La realidad del coste de viajar a Japón
Japón lleva años cargando con fama de destino caro. En parte es merecida: los vuelos desde España son largos y no baratos, y un ryokan con cena puede costarte lo que tres noches en un hotel europeo. Pero en el día a día, Japón sorprende. Un tazón de ramen en un restaurante local cuesta entre 6 y 10 €. Un billete de metro entre zonas, 1 o 2 €. Muchos de los mejores momentos del viaje — pasear por Gion al atardecer, ver el cruce de Shibuya, sentarte en un parque durante el sakura — son completamente gratuitos.
La clave está en entender dónde se concentra el gasto real. La mayor parte del presupuesto de un viaje a Japón se va en tres sitios: el vuelo, el alojamiento y, si haces ruta entre ciudades, el transporte de larga distancia. Todo lo demás — comida, entradas, compras — es sorprendentemente flexible.
El vuelo: la partida más variable
Los vuelos directos a Tokio son escasos desde la mayoría de orígenes — lo habitual es hacer una escala en ciudades como Doha, Dubái, Helsinki o Amsterdam.
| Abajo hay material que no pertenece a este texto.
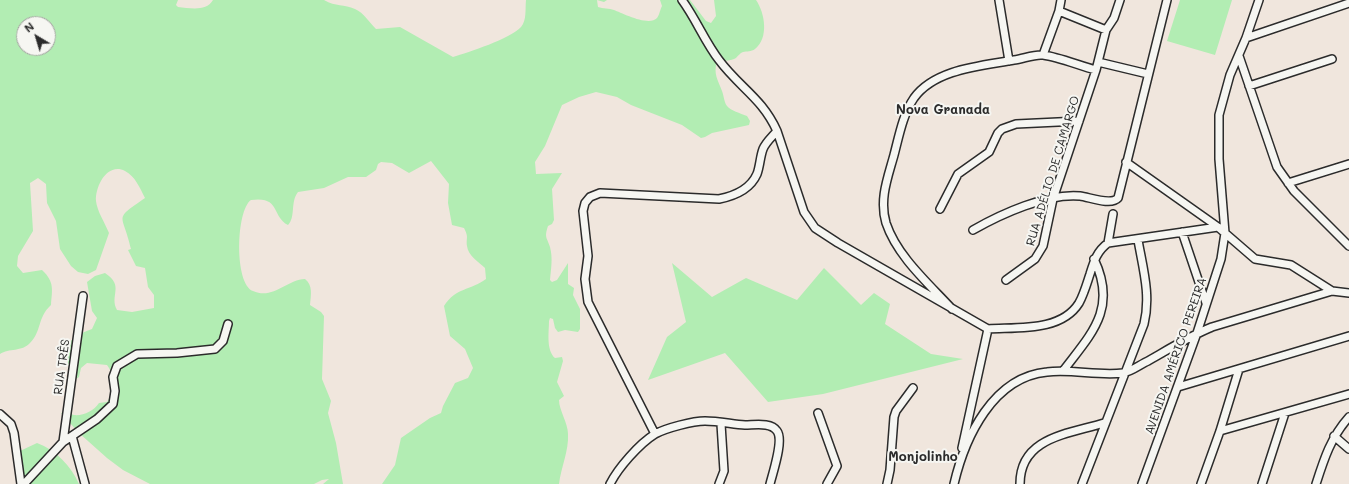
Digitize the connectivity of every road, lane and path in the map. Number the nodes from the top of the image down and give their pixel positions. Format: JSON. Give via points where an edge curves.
{"nodes":[{"id":1,"x":682,"y":0,"type":"edge"},
{"id":2,"x":999,"y":0,"type":"edge"},
{"id":3,"x":1061,"y":0,"type":"edge"},
{"id":4,"x":1120,"y":0,"type":"edge"},
{"id":5,"x":1167,"y":0,"type":"edge"},
{"id":6,"x":1259,"y":0,"type":"edge"},
{"id":7,"x":1349,"y":4,"type":"edge"},
{"id":8,"x":1059,"y":11,"type":"junction"},
{"id":9,"x":1106,"y":30,"type":"junction"},
{"id":10,"x":1246,"y":38,"type":"junction"},
{"id":11,"x":1043,"y":55,"type":"junction"},
{"id":12,"x":1239,"y":56,"type":"junction"},
{"id":13,"x":1332,"y":59,"type":"dead end"},
{"id":14,"x":1009,"y":61,"type":"junction"},
{"id":15,"x":1098,"y":62,"type":"junction"},
{"id":16,"x":1096,"y":70,"type":"junction"},
{"id":17,"x":1148,"y":74,"type":"junction"},
{"id":18,"x":1249,"y":86,"type":"junction"},
{"id":19,"x":1079,"y":121,"type":"junction"},
{"id":20,"x":777,"y":132,"type":"junction"},
{"id":21,"x":1126,"y":162,"type":"junction"},
{"id":22,"x":1349,"y":164,"type":"edge"},
{"id":23,"x":1288,"y":183,"type":"junction"},
{"id":24,"x":1053,"y":199,"type":"junction"},
{"id":25,"x":940,"y":209,"type":"dead end"},
{"id":26,"x":1113,"y":214,"type":"dead end"},
{"id":27,"x":1218,"y":227,"type":"junction"},
{"id":28,"x":973,"y":230,"type":"dead end"},
{"id":29,"x":1182,"y":232,"type":"junction"},
{"id":30,"x":1225,"y":233,"type":"junction"},
{"id":31,"x":1138,"y":240,"type":"junction"},
{"id":32,"x":1108,"y":243,"type":"junction"},
{"id":33,"x":1349,"y":246,"type":"edge"},
{"id":34,"x":1094,"y":259,"type":"junction"},
{"id":35,"x":1006,"y":280,"type":"dead end"},
{"id":36,"x":1332,"y":291,"type":"junction"},
{"id":37,"x":1349,"y":293,"type":"edge"},
{"id":38,"x":84,"y":296,"type":"dead end"},
{"id":39,"x":1206,"y":303,"type":"junction"},
{"id":40,"x":952,"y":309,"type":"junction"},
{"id":41,"x":228,"y":324,"type":"dead end"},
{"id":42,"x":988,"y":329,"type":"junction"},
{"id":43,"x":1197,"y":333,"type":"junction"},
{"id":44,"x":1349,"y":336,"type":"edge"},
{"id":45,"x":1238,"y":369,"type":"junction"},
{"id":46,"x":1062,"y":371,"type":"junction"},
{"id":47,"x":1125,"y":373,"type":"junction"},
{"id":48,"x":1178,"y":387,"type":"junction"},
{"id":49,"x":913,"y":388,"type":"dead end"},
{"id":50,"x":1349,"y":394,"type":"edge"},
{"id":51,"x":818,"y":413,"type":"dead end"},
{"id":52,"x":1285,"y":413,"type":"junction"},
{"id":53,"x":0,"y":414,"type":"edge"},
{"id":54,"x":1349,"y":417,"type":"edge"},
{"id":55,"x":1104,"y":423,"type":"junction"},
{"id":56,"x":721,"y":424,"type":"junction"},
{"id":57,"x":1220,"y":431,"type":"junction"},
{"id":58,"x":655,"y":434,"type":"junction"},
{"id":59,"x":72,"y":436,"type":"junction"},
{"id":60,"x":1334,"y":436,"type":"junction"},
{"id":61,"x":63,"y":442,"type":"junction"},
{"id":62,"x":1349,"y":449,"type":"edge"},
{"id":63,"x":960,"y":458,"type":"junction"},
{"id":64,"x":23,"y":484,"type":"edge"},
{"id":65,"x":85,"y":484,"type":"edge"},
{"id":66,"x":610,"y":484,"type":"edge"},
{"id":67,"x":719,"y":484,"type":"edge"},
{"id":68,"x":770,"y":484,"type":"edge"},
{"id":69,"x":828,"y":484,"type":"edge"},
{"id":70,"x":887,"y":484,"type":"edge"},
{"id":71,"x":954,"y":484,"type":"edge"},
{"id":72,"x":1020,"y":484,"type":"edge"},
{"id":73,"x":1082,"y":484,"type":"edge"},
{"id":74,"x":1142,"y":484,"type":"edge"},
{"id":75,"x":1200,"y":484,"type":"edge"},
{"id":76,"x":1262,"y":484,"type":"edge"},
{"id":77,"x":1316,"y":484,"type":"edge"}],
"edges":[{"from":1,"to":20,"type":"street","via":[[718,59],[764,107]]},
{"from":2,"to":14,"type":"street"},
{"from":3,"to":8,"type":"street"},
{"from":4,"to":9,"type":"street","name":"RUA ADÉLIO DE CAMARGO","via":[[1114,18]]},
{"from":5,"to":17,"type":"street"},
{"from":6,"to":10,"type":"street","name":"AVENIDA AMÉRICO PEREIRA"},
{"from":7,"to":10,"type":"street"},
{"from":8,"to":9,"type":"street"},
{"from":8,"to":11,"type":"street"},
{"from":9,"to":15,"type":"street","name":"RUA ADÉLIO DE CAMARGO"},
{"from":10,"to":12,"type":"street","name":"AVENIDA AMÉRICO PEREIRA"},
{"from":11,"to":14,"type":"street"},
{"from":11,"to":16,"type":"street"},
{"from":12,"to":18,"type":"street"},
{"from":12,"to":30,"type":"street","name":"AVENIDA AMÉRICO PEREIRA","via":[[1230,75],[1219,115],[1218,153]]},
{"from":13,"to":18,"type":"street"},
{"from":14,"to":40,"type":"street","via":[[956,72],[928,86],[915,97],[903,124],[885,187],[884,211],[891,234],[906,258]]},
{"from":15,"to":16,"type":"street","name":"RUA ADÉLIO DE CAMARGO"},
{"from":15,"to":17,"type":"street"},
{"from":16,"to":19,"type":"street","name":"RUA ADÉLIO DE CAMARGO"},
{"from":17,"to":21,"type":"street"},
{"from":18,"to":23,"type":"street","via":[[1272,157]]},
{"from":19,"to":24,"type":"street","name":"RUA ADÉLIO DE CAMARGO"},
{"from":19,"to":25,"type":"street","via":[[1016,124],[1002,129],[989,152],[958,174]]},
{"from":20,"to":40,"type":"street","via":[[800,203],[816,228]]},
{"from":20,"to":58,"type":"street","via":[[763,151],[752,182],[735,194],[719,199],[600,193],[590,197],[585,203],[583,211],[588,256],[585,279],[588,302]]},
{"from":21,"to":24,"type":"street","via":[[1116,201],[1071,196]]},
{"from":21,"to":27,"type":"street"},
{"from":22,"to":23,"type":"street"},
{"from":23,"to":33,"type":"street"},
{"from":24,"to":28,"type":"street","via":[[1020,207]]},
{"from":24,"to":35,"type":"street","name":"RUA ADÉLIO DE CAMARGO","via":[[1046,237],[1039,254]]},
{"from":26,"to":32,"type":"street"},
{"from":27,"to":29,"type":"street"},
{"from":27,"to":30,"type":"street"},
{"from":29,"to":31,"type":"street"},
{"from":29,"to":39,"type":"street"},
{"from":30,"to":36,"type":"street","via":[[1255,259],[1291,264]]},
{"from":30,"to":39,"type":"street","name":"AVENIDA AMÉRICO PEREIRA","via":[[1220,264]]},
{"from":31,"to":32,"type":"street"},
{"from":31,"to":47,"type":"street","via":[[1148,290],[1148,309],[1140,338]]},
{"from":32,"to":34,"type":"street"},
{"from":34,"to":42,"type":"street","via":[[1080,302],[1058,321],[1041,325]]},
{"from":34,"to":46,"type":"street","via":[[1104,286],[1100,314],[1094,329]]},
{"from":36,"to":37,"type":"street"},
{"from":36,"to":43,"type":"street"},
{"from":38,"to":61,"type":"street","name":"RUA TRÊS"},
{"from":39,"to":43,"type":"street","name":"AVENIDA AMÉRICO PEREIRA"},
{"from":40,"to":42,"type":"street"},
{"from":41,"to":59,"type":"street","via":[[223,341],[215,349],[137,354],[117,366],[113,377],[113,404]]},
{"from":42,"to":63,"type":"street"},
{"from":43,"to":47,"type":"street"},
{"from":43,"to":48,"type":"street","name":"AVENIDA AMÉRICO PEREIRA"},
{"from":44,"to":45,"type":"street"},
{"from":45,"to":48,"type":"street"},
{"from":45,"to":57,"type":"street"},
{"from":46,"to":47,"type":"street"},
{"from":46,"to":63,"type":"street","via":[[1031,375],[1004,390],[983,414]]},
{"from":47,"to":55,"type":"street"},
{"from":48,"to":74,"type":"street","name":"AVENIDA AMÉRICO PEREIRA"},
{"from":49,"to":70,"type":"street","via":[[894,417]]},
{"from":50,"to":52,"type":"street"},
{"from":51,"to":69,"type":"street","via":[[837,466]]},
{"from":52,"to":57,"type":"street"},
{"from":52,"to":76,"type":"street"},
{"from":53,"to":64,"type":"street","via":[[11,424],[14,433]]},
{"from":54,"to":60,"type":"street"},
{"from":55,"to":72,"type":"street","via":[[1040,444],[1026,458]]},
{"from":55,"to":73,"type":"street"},
{"from":56,"to":58,"type":"street","via":[[705,421]]},
{"from":56,"to":67,"type":"street","via":[[724,471]]},
{"from":56,"to":68,"type":"street","via":[[767,425],[777,430],[780,439]]},
{"from":57,"to":75,"type":"street"},
{"from":58,"to":66,"type":"street","via":[[633,454]]},
{"from":59,"to":61,"type":"street"},
{"from":59,"to":65,"type":"street"},
{"from":60,"to":62,"type":"street"},
{"from":60,"to":77,"type":"street"},
{"from":61,"to":64,"type":"street"},
{"from":63,"to":71,"type":"street"}]}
El precio varía mucho según la temporada: en temporada baja (enero-febrero, junio) puedes encontrar vuelos por 500–700 €. En primavera (época del sakura) o durante el puente de mayo japonés (Golden Week), los mismos vuelos pueden costar el doble. Reservar con 4–6 meses de antelación y tener flexibilidad de ±3 días en las fechas puede ahorrarte 200–400 €.
El alojamiento: más opciones de las que crees
Japón tiene uno de los sistemas de alojamiento más variados del mundo. En el extremo económico están los hostales (guesthouse) y los hoteles cápsula, donde puedes dormir bien por 25–45 € en ciudades como Tokio u Osaka. En el rango medio, los business hotels japoneses (cadenas como Toyoko Inn o Dormy Inn) ofrecen habitaciones limpias, bien equipadas y bien ubicadas por 60–100 €. En el extremo superior está el ryokan — alojamiento tradicional con tatami, bañera de madera y cena kaiseki incluida — que puede ir de 150 € a más de 300 € por persona.
Un detalle importante: los precios en Tokio son entre un 20 y un 30% más caros que en el resto del país. Si tu presupuesto es ajustado, alojar algunas noches en ciudades secundarias como Kioto o Hiroshima (en lugar de Tokio) reduce la factura notablemente.